Wall Browns - 3rd generation in Suffolk

Neil Jones Neil at nwjones.demon.co.uk
Sun Oct 12 04:47:25 EDT 1997


In message <343FF3D9.7CE7 at gate.net> viceroy at GATE.NET writes:
> 
> Are people spraying the roadsides and hedgerows with herbicides to keep 
> down weeds? We've lost a lot of stuff that way.
> According to Dr. Norman Hickin, who wrote a nice fat little book about 
> Irish butterflies  (and No Moths!) it uses Poa annua, an annual meadow 
> grass ... I wonder if the pasture grasses being planted have crowded out 
> this nice little grass. 

I would advocate caution about the information given in British books about
the precise grasses used by Satyrids. I have just been through my books
and found variable information. The problem is that information has tended to get
Copied from older publications. Some of the less authoritative books do list
Poa annua but those which appear to base their information on direct observation
do not.
Jeremy Thomas in the Butterflies of Britain and Ireland  says, 
"Walls lay in very dry spots and exclisively select grass that has an exposed
vertical edge. In practice, this occurs in three distinct sitiuations . One is
where the ground has broken away benath the tuft to form a miniature cliff;
hoofprints, rabbit holes, and places where the soil has slipped along banks,
sheepwalks and path edges, all are typical examples. The spherical white eggs
are often laid solely along the upper edges of pathways on downs that otherwise
have a smooth and uniform sward, making the remarkable easy to find.
  The othr two places chosen for egg-laying are the sides of large, isolated
tussocks of wild grasses, such as cock's foot (Dactylis glomerata) and the
beautiful wacy hair-grass (Deschampsia flexuosa), and where bentssuch as
common bent (Agrosits tenuis) and black bent (a gigantea), or the downy blades
of Yorkshire fog(Holcus lanatus), form a wall of tall grass-stems
beneath fences and under the edges of shrubs."
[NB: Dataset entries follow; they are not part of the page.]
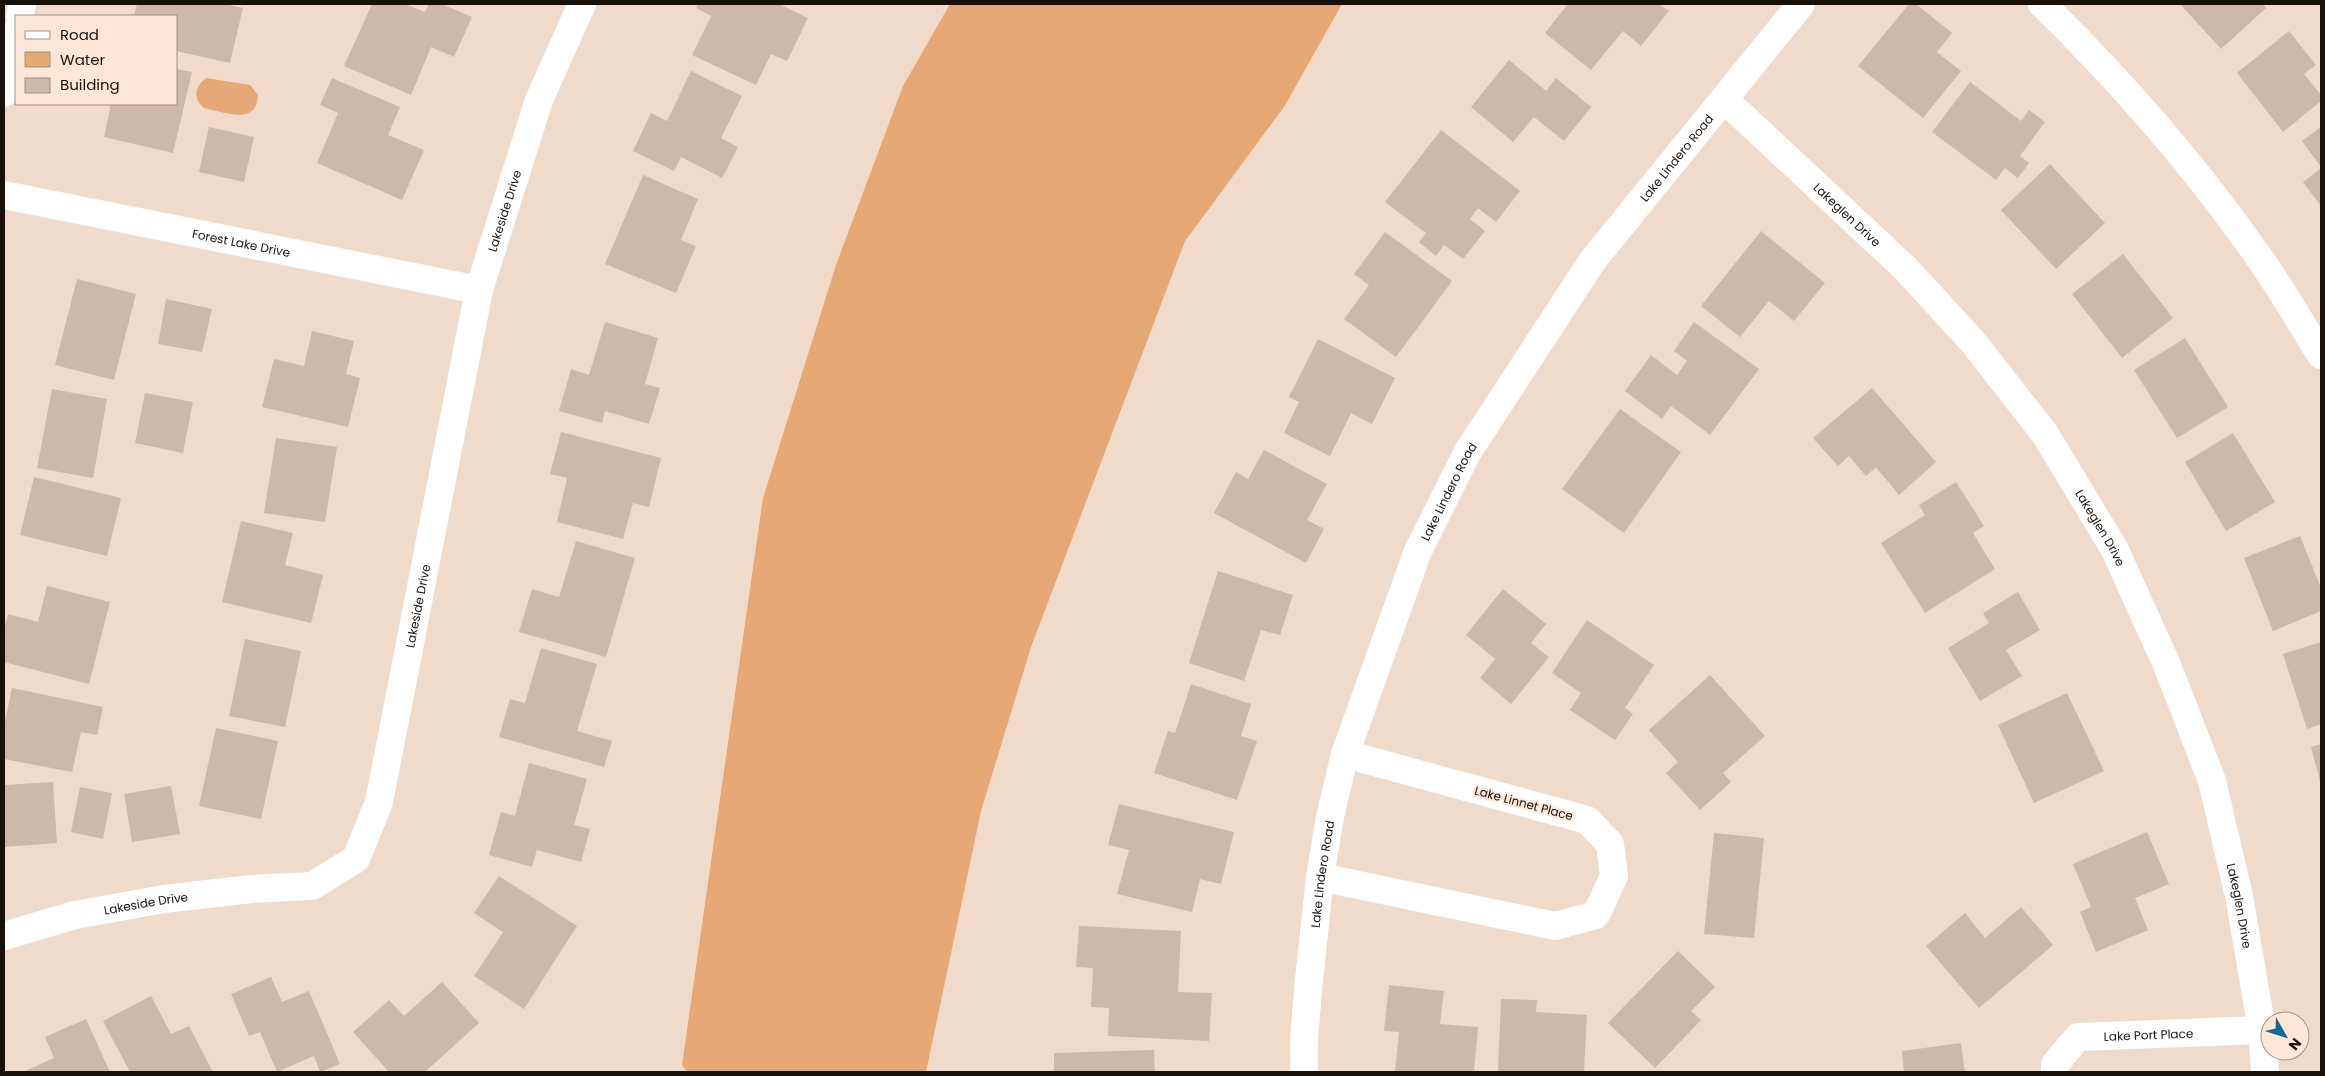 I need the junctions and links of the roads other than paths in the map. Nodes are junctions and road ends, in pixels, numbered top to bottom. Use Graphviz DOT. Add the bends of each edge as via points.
graph roads {
  1 [pos="582,4"];
  2 [pos="1801,4"];
  3 [pos="2042,4"];
  4 [pos="15,37"];
  5 [pos="4,93"];
  6 [pos="1724,99"];
  7 [pos="4,196"];
  8 [pos="479,290"];
  9 [pos="2321,355"];
  10 [pos="1345,754"];
  11 [pos="1320,877"];
  12 [pos="4,936"];
  13 [pos="2260,1018"];
  14 [pos="2260,1030"];
  15 [pos="1304,1072"];
  16 [pos="2055,1072"];
  1 -- 8 [label="street, Lakeside Drive" via="539,100"];
  2 -- 6 [label="street, Lake Lindero Road"];
  3 -- 9 [label="street" via="2084,44 2178,151 2258,256"];
  4 -- 5 [label="street"];
  6 -- 10 [label="street, Lake Lindero Road" via="1593,260 1467,453 1418,551"];
  6 -- 13 [label="street, Lakeglen Drive" via="1906,270 1973,342 2045,434 2115,550 2167,665 2212,781 2239,896"];
  7 -- 8 [label="street, Forest Lake Drive"];
  8 -- 12 [label="street, Lakeside Drive" via="378,802 356,859 312,886 164,899 75,915"];
  10 -- 11 [label="street, Lake Lindero Road"];
  10 -- 11 [label="street, Lake Linnet Place" via="1587,820 1610,844 1614,876 1596,915 1555,926"];
  11 -- 15 [label="street, Lake Lindero Road" via="1305,1019"];
  14 -- 16 [label="street, Lake Port Place" via="2078,1037 2055,1064"];
} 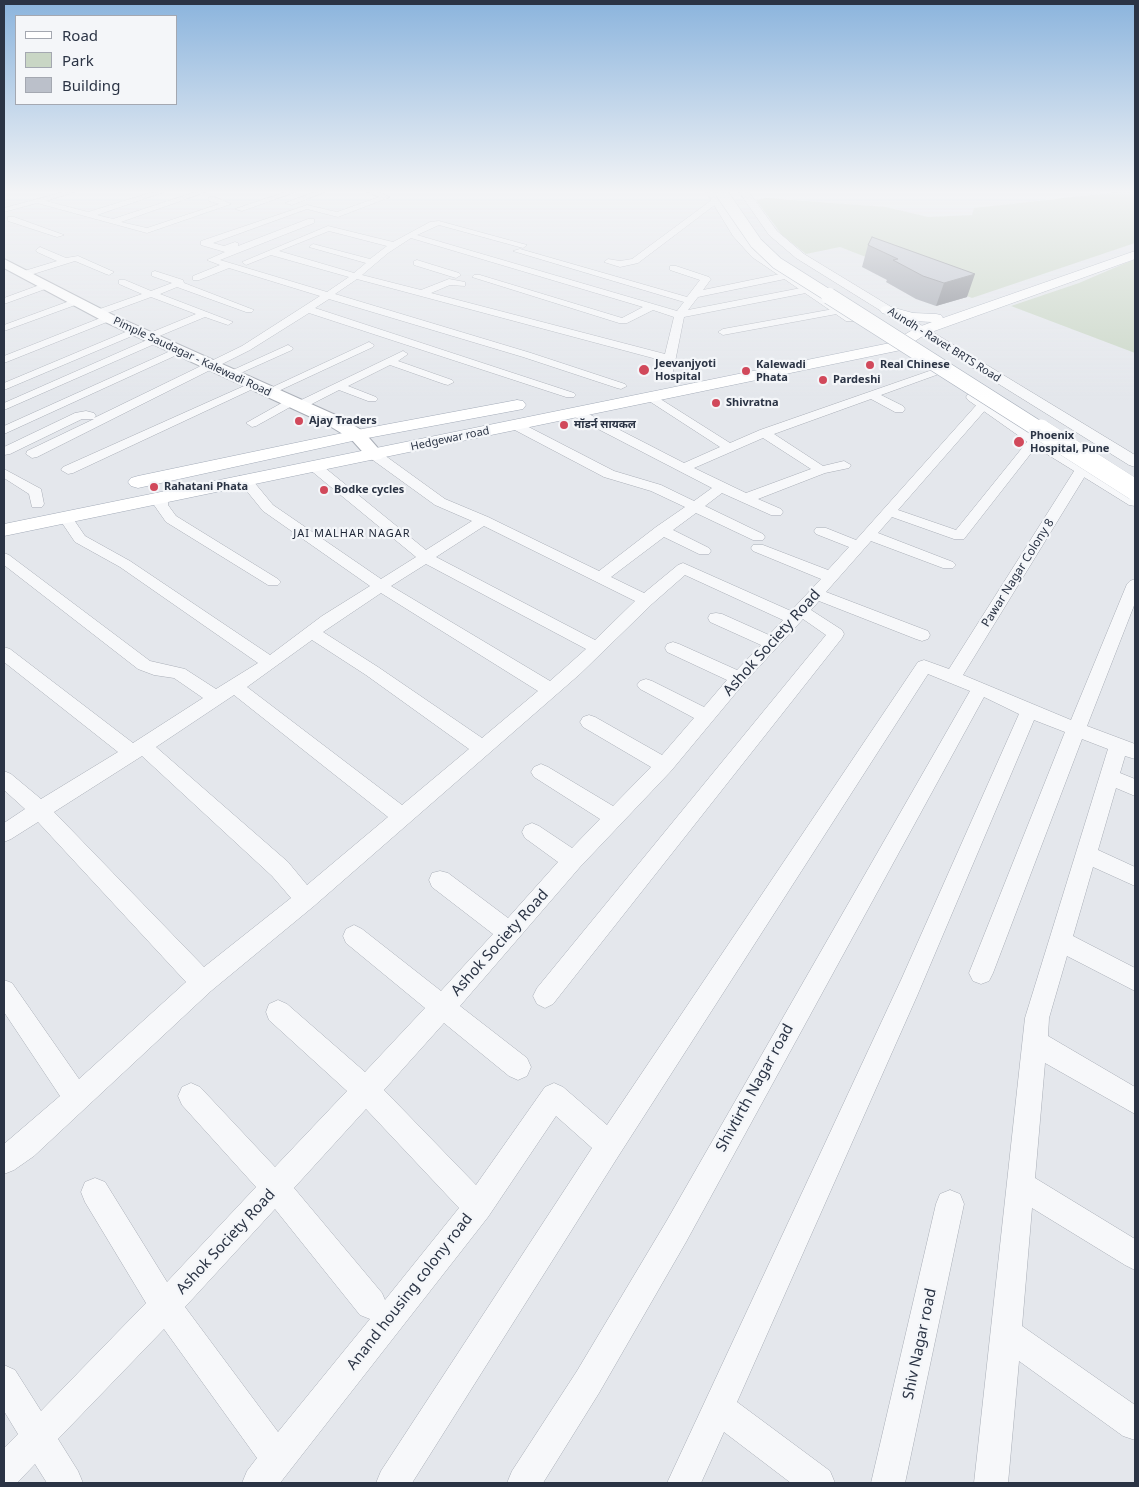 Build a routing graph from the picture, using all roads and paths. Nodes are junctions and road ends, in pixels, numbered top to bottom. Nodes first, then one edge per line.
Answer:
1 (64, 261) edge
2 (84, 261) edge
3 (216, 261) edge
4 (304, 261) edge
5 (454, 261) edge
6 (500, 261) edge
7 (567, 261) edge
8 (632, 261) edge
9 (765, 261) edge
10 (774, 261) edge
11 (792, 261) edge
12 (808, 261) edge
13 (1103, 261) edge
14 (1116, 261) edge
15 (372, 262) edge
16 (608, 262) dead end
17 (4, 263) edge
18 (417, 263) dead end
19 (279, 264) dead end
20 (229, 265) junction
21 (673, 268) dead end
22 (437, 269) junction
23 (109, 272) dead end
24 (307, 272) dead end
25 (24, 274) junction
26 (155, 274) dead end
27 (456, 274) dead end
28 (197, 275) dead end
29 (355, 276) junction
30 (785, 276) junction
31 (476, 277) dead end
32 (122, 282) dead end
33 (177, 284) junction
34 (462, 284) dead end
35 (46, 286) junction
36 (806, 290) junction
37 (151, 294) junction
38 (423, 294) junction
39 (1017, 294) junction
40 (328, 295) junction
41 (693, 297) junction
42 (478, 298) dead end
43 (4, 300) edge
44 (75, 302) junction
45 (231, 303) junction
46 (652, 307) junction
47 (307, 309) junction
48 (248, 310) dead end
49 (887, 310) junction
50 (839, 311) junction
51 (534, 312) dead end
52 (205, 314) junction
53 (679, 315) junction
54 (103, 316) junction
55 (936, 318) junction
56 (228, 322) dead end
57 (4, 328) edge
58 (917, 329) junction
59 (135, 331) junction
60 (723, 332) dead end
61 (879, 336) junction
62 (152, 339) junction
63 (369, 345) dead end
64 (895, 347) junction
65 (288, 348) dead end
66 (177, 350) junction
67 (403, 354) dead end
68 (670, 359) junction
69 (4, 360) edge
70 (389, 361) junction
71 (210, 366) junction
72 (375, 368) junction
73 (934, 372) junction
74 (230, 374) junction
75 (392, 374) dead end
76 (666, 377) junction
77 (448, 382) dead end
78 (253, 385) junction
79 (339, 386) junction
80 (621, 386) junction
81 (4, 387) edge
82 (268, 392) junction
83 (872, 395) junction
84 (650, 397) junction
85 (372, 399) dead end
86 (295, 404) junction
87 (572, 404) junction
88 (984, 404) junction
89 (4, 407) edge
90 (899, 409) dead end
91 (100, 420) junction
92 (252, 422) dead end
93 (515, 425) junction
94 (4, 430) edge
95 (764, 433) junction
96 (357, 435) junction
97 (1036, 440) junction
98 (729, 448) junction
99 (5, 452) dead end
100 (32, 454) dead end
101 (375, 454) junction
102 (1135, 462) edge
103 (844, 465) dead end
104 (314, 466) junction
105 (685, 467) junction
106 (1083, 468) junction
107 (68, 470) dead end
108 (821, 470) junction
109 (1135, 471) edge
110 (4, 473) edge
111 (244, 480) junction
112 (124, 486) dead end
113 (721, 487) junction
114 (1135, 490) edge
115 (162, 497) junction
116 (747, 498) junction
117 (56, 500) dead end
118 (1135, 501) edge
119 (29, 506) joint
120 (692, 507) junction
121 (888, 511) junction
122 (776, 512) dead end
123 (65, 516) junction
124 (483, 520) junction
125 (4, 530) edge
126 (662, 530) junction
127 (822, 531) dead end
128 (863, 541) junction
129 (704, 551) dead end
130 (425, 557) junction
131 (4, 558) edge
132 (948, 565) dead end
133 (600, 577) junction
134 (831, 577) junction
135 (273, 582) dead end
136 (1135, 584) edge
137 (380, 586) junction
138 (816, 594) junction
139 (646, 600) junction
140 (798, 615) junction
141 (716, 618) dead end
142 (311, 632) junction
143 (922, 635) dead end
144 (772, 643) junction
145 (596, 648) junction
146 (673, 648) dead end
147 (4, 653) edge
148 (270, 663) junction
149 (739, 678) junction
150 (953, 678) junction
151 (646, 685) dead end
152 (234, 686) junction
153 (980, 688) junction
154 (551, 690) junction
155 (216, 698) junction
156 (1029, 711) junction
157 (707, 717) junction
158 (589, 722) dead end
159 (1076, 729) junction
160 (482, 748) junction
161 (1127, 748) edge
162 (137, 750) junction
163 (664, 766) junction
164 (541, 772) dead end
165 (1111, 777) junction
166 (4, 779) edge
167 (1135, 788) edge
168 (40, 810) junction
169 (402, 818) junction
170 (615, 818) junction
171 (532, 832) dead end
172 (4, 833) edge
173 (1086, 854) junction
174 (573, 861) junction
175 (1135, 877) edge
176 (440, 880) dead end
177 (306, 899) junction
178 (510, 933) junction
179 (354, 936) dead end
180 (1060, 941) junction
181 (981, 973) dead end
182 (1135, 980) edge
183 (203, 983) junction
184 (4, 991) edge
185 (545, 996) dead end
186 (442, 1008) junction
187 (278, 1012) dead end
188 (1034, 1042) junction
189 (518, 1068) dead end
190 (366, 1090) junction
191 (191, 1096) dead end
192 (77, 1099) junction
193 (1135, 1101) edge
194 (609, 1145) junction
195 (4, 1160) edge
196 (1021, 1185) junction
197 (276, 1188) junction
198 (95, 1192) dead end
199 (950, 1204) dead end
200 (478, 1207) junction
201 (1135, 1255) edge
202 (371, 1304) dead end
203 (165, 1306) junction
204 (1007, 1334) junction
205 (4, 1381) edge
206 (718, 1408) junction
207 (1135, 1424) edge
208 (36, 1437) junction
209 (269, 1471) edge
210 (4, 1472) edge
211 (66, 1483) edge
212 (393, 1483) edge
213 (524, 1483) edge
214 (684, 1483) edge
215 (818, 1483) edge
216 (888, 1483) edge
217 (991, 1483) edge

1 - 25 street
2 - 23 street
3 - 20 street
4 - 29 street
5 - 22 street
6 - 46 street
7 - 41 street
8 - 16 street
9 - 30 street
10 - 114 main road, bridge
11 - 109 main road
12 - 49 street, Aundh - Ravet BRTS Road
13 - 39 main road
14 - 39 main road
15 - 29 street
17 - 25 main road, Pimple Saudagar - Kalewadi Road
18 - 22 street
19 - 24 street
20 - 28 street
20 - 40 street
21 - 41 street
22 - 27 street
25 - 35 main road, Pimple Saudagar - Kalewadi Road
26 - 33 street
29 - 38 street
29 - 40 street
30 - 36 street
30 - 41 street
31 - 46 street
32 - 37 street
33 - 37 street
33 - 45 street
34 - 38 street
35 - 43 street
35 - 44 main road, Pimple Saudagar - Kalewadi Road
36 - 50 street
36 - 53 street
37 - 52 street
37 - 54 street
38 - 68 street
39 - 55 main road
39 - 58 main road
40 - 47 street
40 - 80 street
41 - 53 street
42 - 51 street
44 - 54 main road, Pimple Saudagar - Kalewadi Road
44 - 57 street
45 - 48 street
45 - 52 street
46 - 53 street
47 - 71 street
47 - 87 street
49 - 55 main road
49 - 58 street, Aundh - Ravet BRTS Road
50 - 60 street
50 - 61 street
52 - 56 street
52 - 62 street
53 - 68 street
54 - 59 main road, Pimple Saudagar - Kalewadi Road
54 - 69 street
55 - 58 main road
58 - 61 main road, Hedgewar road
58 - 64 main road
58 - 102 street, Aundh - Ravet BRTS Road
59 - 62 main road, Pimple Saudagar - Kalewadi Road
59 - 81 street
61 - 64 street
61 - 76 main road, Hedgewar road
62 - 66 main road, Pimple Saudagar - Kalewadi Road
62 - 89 street
63 - 82 street
64 - 73 street
64 - 84 main road, Hedgewar road
65 - 74 street
66 - 71 main road, Pimple Saudagar - Kalewadi Road
66 - 94 street
67 - 70 street
68 - 76 street
70 - 72 street
70 - 77 street
71 - 74 main road, Pimple Saudagar - Kalewadi Road
71 - 91 street
72 - 75 street
72 - 79 street
73 - 83 street
73 - 88 street
74 - 78 main road, Pimple Saudagar - Kalewadi Road
76 - 80 main road, Hedgewar road
78 - 82 main road, Pimple Saudagar - Kalewadi Road
78 - 107 street
79 - 85 street
79 - 86 street
80 - 87 main road, Hedgewar road
82 - 86 main road, Pimple Saudagar - Kalewadi Road
83 - 90 street
83 - 95 street
84 - 87 main road, Hedgewar road
84 - 98 street
86 - 92 street
86 - 96 main road, Pimple Saudagar - Kalewadi Road
87 - 93 main road, Hedgewar road
87 - 96 main road, Hedgewar road
87 - 105 street
88 - 97 street
88 - 121 street, Ashok Society Road
91 - 99 street
91 - 100 street
93 - 101 main road, Hedgewar road
93 - 120 street
95 - 98 street
95 - 108 street
96 - 101 main road, Pimple Saudagar - Kalewadi Road
96 - 112 main road, Hedgewar road
97 - 106 street
97 - 121 street
98 - 105 street
101 - 104 main road, Hedgewar road
101 - 124 street
103 - 108 street
104 - 111 main road, Hedgewar road
104 - 130 street
105 - 113 street
106 - 118 street
106 - 150 street, Pawar Nagar Colony 8
108 - 116 street
110 - 119 street
111 - 115 main road, Hedgewar road
111 - 137 street
113 - 116 street
113 - 120 street
115 - 123 main road, Hedgewar road
115 - 135 street
116 - 122 street
117 - 119 main road
120 - 126 street
120 - 134 street
121 - 128 street, Ashok Society Road
123 - 125 main road, Hedgewar road
123 - 148 street
124 - 130 street
124 - 133 street
126 - 129 street
126 - 133 street
127 - 128 street
128 - 132 street
128 - 134 street, Ashok Society Road
130 - 137 street
130 - 145 street
131 - 155 street
133 - 139 street
134 - 138 street, Ashok Society Road
136 - 159 street
137 - 142 street
137 - 154 street
138 - 140 street, Ashok Society Road
138 - 143 street
139 - 140 street
139 - 145 street
140 - 144 street, Ashok Society Road
140 - 185 street
141 - 144 street
142 - 148 street
142 - 160 street
144 - 149 street, Ashok Society Road
145 - 154 street
146 - 149 street
147 - 162 street
148 - 152 street
149 - 157 street, Ashok Society Road
150 - 153 street
150 - 194 street
151 - 157 street
152 - 155 street
152 - 169 street
153 - 156 street
153 - 213 street, Shivtirth Nagar road
154 - 160 street
155 - 162 street
156 - 159 street
156 - 206 street
157 - 163 street, Ashok Society Road
158 - 163 street
159 - 161 street
159 - 181 street
160 - 169 street
161 - 165 street
162 - 168 street
162 - 177 street
163 - 170 street, Ashok Society Road
164 - 170 street
165 - 167 street
165 - 173 street
166 - 168 street
168 - 172 street
168 - 183 street
169 - 177 street
170 - 174 street, Ashok Society Road
171 - 174 street
173 - 175 street
173 - 180 street
174 - 178 street, Ashok Society Road
176 - 178 street
177 - 183 street
178 - 186 street, Ashok Society Road
179 - 186 street
180 - 182 street
180 - 188 street
183 - 192 street
184 - 192 street
186 - 189 street
186 - 190 street, Ashok Society Road
187 - 190 street
188 - 193 street
188 - 196 street
190 - 197 street, Ashok Society Road
190 - 200 street
191 - 197 street
192 - 195 street
194 - 200 street, Anand housing colony road
194 - 212 street
196 - 201 street
196 - 204 street
197 - 202 street
197 - 203 street, Ashok Society Road
198 - 203 street
199 - 216 street, Shiv Nagar road
200 - 209 street, Anand housing colony road
203 - 208 street, Ashok Society Road
203 - 209 street
204 - 207 street
204 - 217 street
205 - 208 street
206 - 214 street
206 - 215 street
208 - 210 street, Ashok Society Road
208 - 211 street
He goes on to say, "Tor (Brachypodium pinnatum) and wood false brome 
(B. sylvaticum) are favourites, in addtion to those mentioned."

He attributes periodic declines to wet summers.

> He has a range map showing the wall brown's distribution in Ireland. 
> Widely distributed, often abundant. Three broods in a good year. 
> Folks in my part are too impoverished to spray, so far. Any minute now, 
> though, the Eurodollars will fix that. They've already caused people to 
> overgraze their pastures with their pernicious headage. (A subsidy for 
> growing sheep.) No rules about how many per acre, so the canny farmers 
> just bought quantities, shoved them all out there and let them die in 
> the winter. amazing.

We have too many sheep here in Wales to. These "Woolly Locusts" often
prevent proper woodland regeneration.

> They've changed that rule, anyway. 

I wish they would change some of the others . We've had several examples
of problems with the flax growing subsidy recently. In one case the habitat
being detstroyed was actually listed under the European Habitats Directive,
It had Marsh Fritillaries (Eurodryas= Euphyryas aurinia) on it.
The other example was the infamous "Farmer Harmer" incident on the Chalk 
Downland south of London. Where a farmer called Justin Harmer (A very
appropriate name) decided to (legally) plough up a Site of Special Scientific
Interest (a rather weak British Legal protection designation).
The site had the rare Adonis Blue (Lysandra Bellargus) on it.
Farmer Harmer's plans went wrong because some people went and sat
in front of his tractor, and because he had chosen to do it in the middle
of a general election campaign. It was quite big news and the Secretary of
State for the Environment was forced to issue a special order to stop the work. 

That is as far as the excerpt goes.